Transport Layer Security with SQL
Introduction
SigningHub application must be configured over TLS (Transport Layer Security) to connect it with the SQL Server database over the secure connection.
The reason behind incorporation of TLS into the SigningHub is because it provides the data encryption while using the SQL Server. The SQL Server can use Transport Layer Security (TLS) in order to encrypt the data which will be transmitted across the network between an instance of SQL Server and the client application. The basic reason to configure TLS into the SQL server is:
- Enabling TLS encryption increases the security of data transmitted across networks between instances of SQL Server and applications.

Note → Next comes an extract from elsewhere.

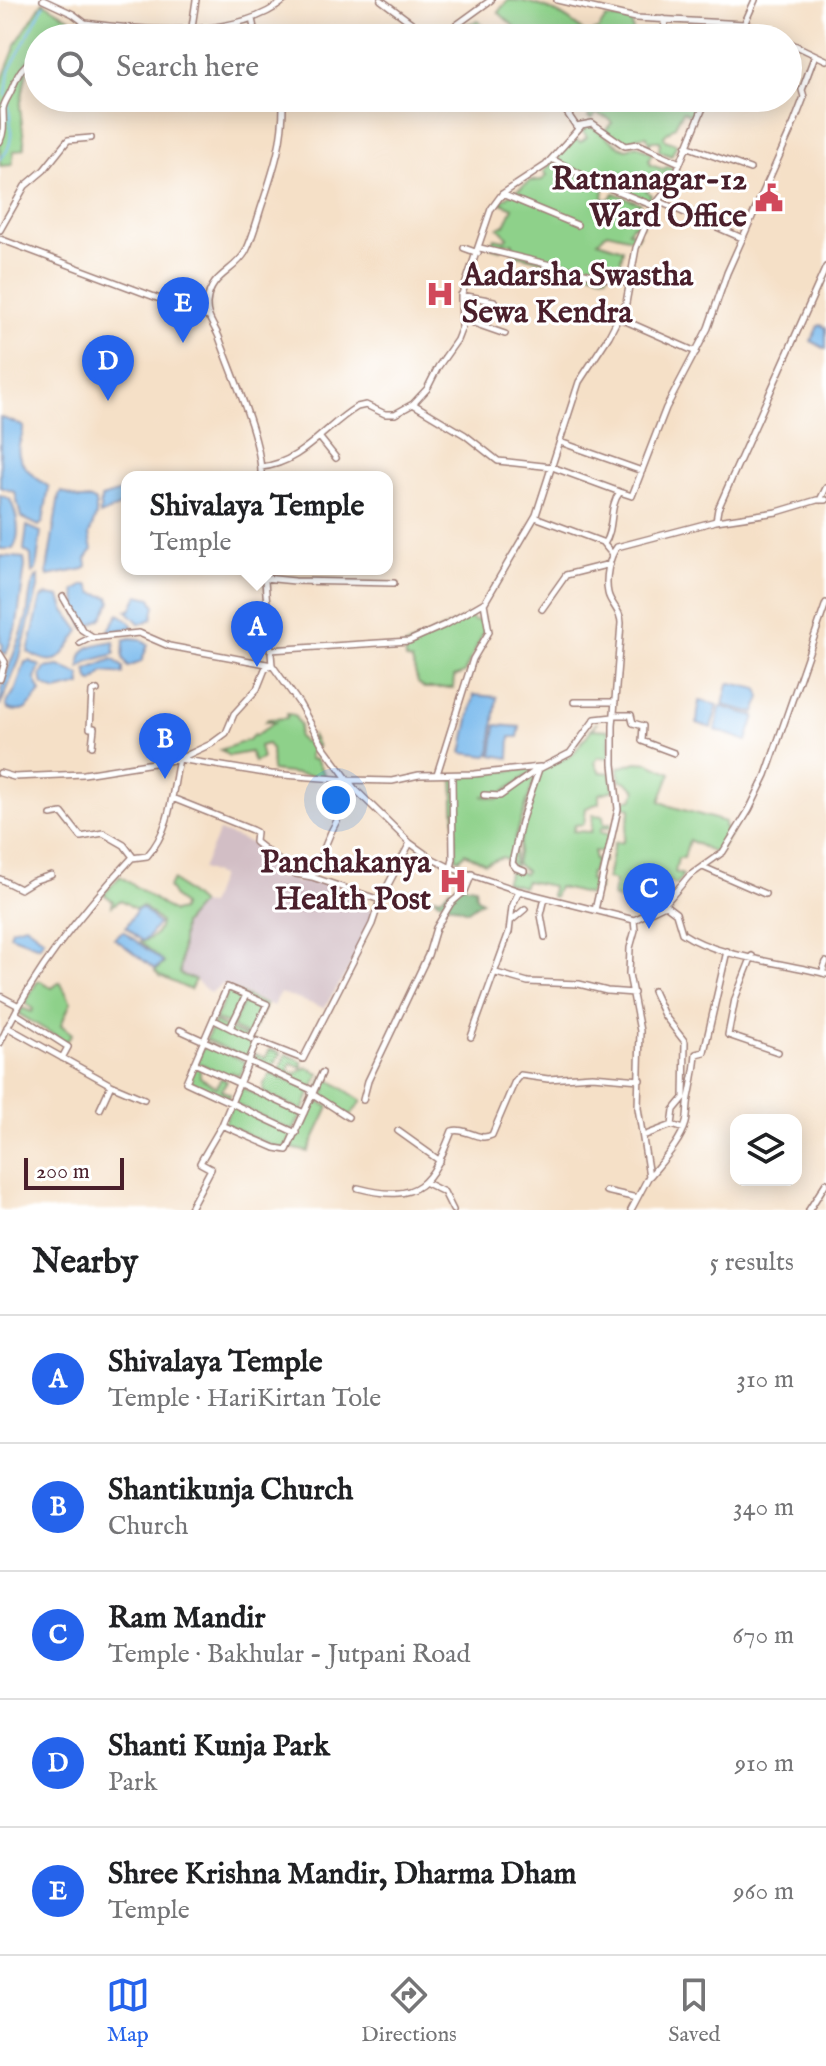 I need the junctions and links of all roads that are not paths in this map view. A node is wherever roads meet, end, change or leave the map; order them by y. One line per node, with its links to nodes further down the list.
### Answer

- TLS performs server validation, for instance, when a client connection will request the encryption, then following procedure will run: If the instance of SQL Server is running on a computer that has been assigned a certificate from a public certification authority, identity of the computer and the instance of SQL Server is guaranteed by the chain of certificates that lead to the trusted root authority. Such server validation will be going to require that the computer on which the client application is running should be configured to trust the root authority of the certificate that is used by the server.
How It Works?
To enable TLS configurations for SigningHub following are high level steps that need to be done.
- Configure a certificate (where Common Name (CN) must have Fully Qualified Domain Name (FQDN), Enhanced Key Usage must have Server authentication, Subject Alternative Name (SAN) property must have FQDN under DNS)
- Import this certificate under Microsoft Management Console (MMC) > Trusted Certificates, on machine where SQL Server is running.
- Set Force Encryption to true under SQL Configuration Manager.
- Select Certificate from certificate tab under SQL Server Configuration Manager.
- Restart SQL Service
- Add required parameters under connection string.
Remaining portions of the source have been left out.